С этими словами старуха сползла со стула на пол и упала бы, если б девушка не подхватила ее. Нимфа отвела мать за занавеску, где та, судя по скрипу, повалилась на кровать. Раевский стоял не шевелясь. Голос Калипсо вывел его из оцепенения.
— Вы останетесь?
— Нет. — Александр толкнул рукой дверь и с явным облегчением выбрался на улицу.
— От работы лошадь сдохла, — этими словами Казначеев начинал и заканчивал каждый день в канцелярии. Ждали, ждали тепла, дождались! Едва на полях показалась зелень, как с турецкой стороны явились тучи саранчи, которые где летели, а где прыгали, но везде пожирали всходы. Народ возопил о грядущем голоде. Чиновники молодой канцелярии — по большей части люди военные и привыкшие иметь дело с двуногим неприятелем без крыльев — содрогнулись. Один генерал-губернатор оставался тверд, как скала.
Он запросил у старожилов сведения, нельзя ли истребить сие библейское бедствие. Но услышал неутешительные рассуждения о гневе Божием. Оставалось уповать на закупки продовольствия в не тронутых египетской казнью местах, для чего следовало понять масштаб ущерба. Сколько десятин земли пострадало в каждом уезде и сколько голодных ртов рассчитывают на помощь с казенных складов. Канцелярия собралась в поход. Вооружившись тетрадями и перьями, все от полковников до коллежских регистраторов ехали считать и описывать.

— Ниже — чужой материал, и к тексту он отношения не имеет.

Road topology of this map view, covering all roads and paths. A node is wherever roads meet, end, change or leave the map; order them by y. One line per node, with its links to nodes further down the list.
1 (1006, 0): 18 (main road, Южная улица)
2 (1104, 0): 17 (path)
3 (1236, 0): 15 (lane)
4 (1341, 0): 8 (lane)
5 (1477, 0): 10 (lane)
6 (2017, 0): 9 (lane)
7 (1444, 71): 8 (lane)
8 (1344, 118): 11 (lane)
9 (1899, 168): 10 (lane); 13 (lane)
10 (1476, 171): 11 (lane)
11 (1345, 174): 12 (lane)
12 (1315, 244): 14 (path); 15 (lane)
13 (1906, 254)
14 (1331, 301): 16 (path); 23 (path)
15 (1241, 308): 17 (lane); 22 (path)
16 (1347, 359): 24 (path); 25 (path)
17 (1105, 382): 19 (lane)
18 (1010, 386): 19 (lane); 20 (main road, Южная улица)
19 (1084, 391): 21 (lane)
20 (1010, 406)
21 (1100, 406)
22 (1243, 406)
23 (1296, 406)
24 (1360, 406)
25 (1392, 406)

Под трубные гласы и звон стремян в Одессу явился Вигель с известием, что Бессарабию тоже задело. Его немало позабавили изменения, произошедшие в городе. По приказу наместника названия улиц, прежде писавшиеся по-французски, заменили русскими. Со стен домов сняли таблички «Rue de Richelieu» и «Strada di Ribas».
— Наш граф — истребитель саранчи, освободитель цыган и борец за родную грамматику! — потешался Филипп Филиппович, сидя с Пушкиным у Сикара.
— Каких цыган? — не понял поэт. — Кишиневские новости до нас не доходят.
— Разве вы не знали, что цыгане крепостные? — подтрунил над ним Вигель. — Вы же, говорят, несколько месяцев провели в каком-то таборе. Все эти оборванцы в рабстве у бояр. Кочуют туда-сюда, воруют кур и лошадей, а часть награбленного уступают господину. Такой народ.
Сверчок был потрясен. Представить холопами кочевых детей вольности он не мог.
— Его сиятельство одним росчерком пера уничтожил старинное ярмо и пустил бездельников на свободу. После чего рухнул дом Варфоломея. Бояре видят в этом перст Божий.
— Дом Варфоломея упал? — удивился Пушкин. — Отчего?
— От снега, голубчик. — Филипп Филиппович налегал на ростбиф. — Вы же знаете, что папаша Пульхерицы оказался несостоятелен по откупам? Дом пристроили в казну, там теперь временная квартира наместника…
— Какая ирония! — воскликнул Пушкин. — Этот человек налагает руку на все, что прежде было мне дорого. — Милый сердцу Кишинев не устоял против натиска нового владыки. Хорошо хоть Инзову оставили управление делами переселенцев! — А что, Иван Никитич вспоминает обо мне?
— Передал вам целый короб домашних сладостей от «жипунясы» Катерины, — отозвался Филипп Филиппович. — Там и варенья, и пирожки, и дульчец, и сало нутряное. Чуть не со слезой говорил, прощаясь: «Как же так? Ведь он ко мне был послан. Понимаю, ему тут скучно. Но разве я мешал ему ездить куда он хочет? А у Воронцова будет ли ему хорошо?»
Пушкин готов был разрыдаться.
— Скажи ему… Скажи… А, ничего не говори! Я совсем не достоин его доброты.